> Work to complete
Without the pictures, set down every record below exactly as it reads.

(Saved entries)
==*==

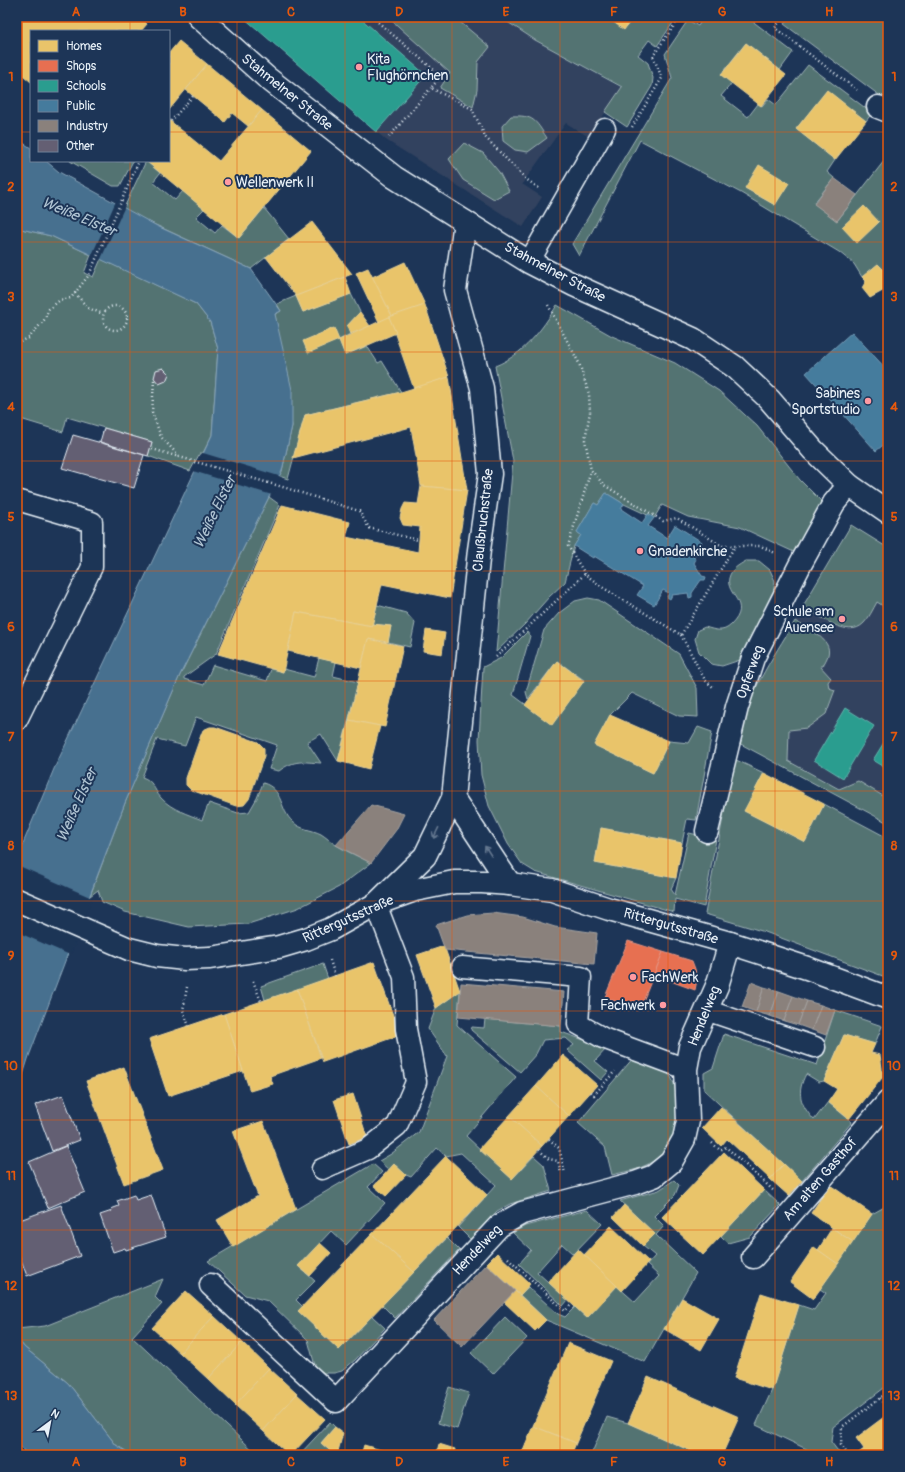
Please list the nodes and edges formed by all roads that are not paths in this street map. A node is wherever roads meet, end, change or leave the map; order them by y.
1 (199, 17) edge
2 (605, 129) dead end
3 (465, 222) junction
4 (529, 262) junction
5 (849, 485) junction
6 (17, 500) edge
7 (888, 512) edge
8 (17, 720) edge
9 (453, 798) junction
10 (708, 831) dead end
11 (510, 884) junction
12 (17, 900) edge
13 (376, 904) junction
14 (730, 943) junction
15 (462, 967) dead end
16 (888, 998) edge
17 (706, 1010) junction
18 (815, 1048) dead end
19 (686, 1069) junction
20 (888, 1102) edge
21 (322, 1170) dead end
22 (753, 1257) dead end
23 (211, 1285) dead end

1 - 3 street, Stahmelner Straße
2 - 4 lane
3 - 4 street, Stahmelner Straße
3 - 9 street, Claußbruchstraße
4 - 5 street, Stahmelner Straße
5 - 7 street, Stahmelner Straße
5 - 10 street, Opferweg
6 - 8 lane
11 -> 9 street
9 -> 13 street, Claußbruchstraße
11 - 13 street, Rittergutsstraße
11 - 14 street, Rittergutsstraße
12 - 13 street, Rittergutsstraße
13 - 21 lane
14 - 16 street, Rittergutsstraße
14 - 17 street, Hendelweg
15 - 19 lane
17 - 18 lane
17 - 19 street, Hendelweg
19 - 23 street, Hendelweg
20 - 22 street, Am alten Gasthof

==*==

> Output
Please list the nodes and edges formed by all roads that are not paths in this street map. A node is wherever roads meet, end, change or leave the map; order them by y.
1 (199, 17) edge
2 (605, 129) dead end
3 (465, 222) junction
4 (529, 262) junction
5 (849, 485) junction
6 (17, 500) edge
7 (888, 512) edge
8 (17, 720) edge
9 (453, 798) junction
10 (708, 831) dead end
11 (510, 884) junction
12 (17, 900) edge
13 (376, 904) junction
14 (730, 943) junction
15 (462, 967) dead end
16 (888, 998) edge
17 (706, 1010) junction
18 (815, 1048) dead end
19 (686, 1069) junction
20 (888, 1102) edge
21 (322, 1170) dead end
22 (753, 1257) dead end
23 (211, 1285) dead end

1 - 3 street, Stahmelner Straße
2 - 4 lane
3 - 4 street, Stahmelner Straße
3 - 9 street, Claußbruchstraße
4 - 5 street, Stahmelner Straße
5 - 7 street, Stahmelner Straße
5 - 10 street, Opferweg
6 - 8 lane
11 -> 9 street
9 -> 13 street, Claußbruchstraße
11 - 13 street, Rittergutsstraße
11 - 14 street, Rittergutsstraße
12 - 13 street, Rittergutsstraße
13 - 21 lane
14 - 16 street, Rittergutsstraße
14 - 17 street, Hendelweg
15 - 19 lane
17 - 18 lane
17 - 19 street, Hendelweg
19 - 23 street, Hendelweg
20 - 22 street, Am alten Gasthof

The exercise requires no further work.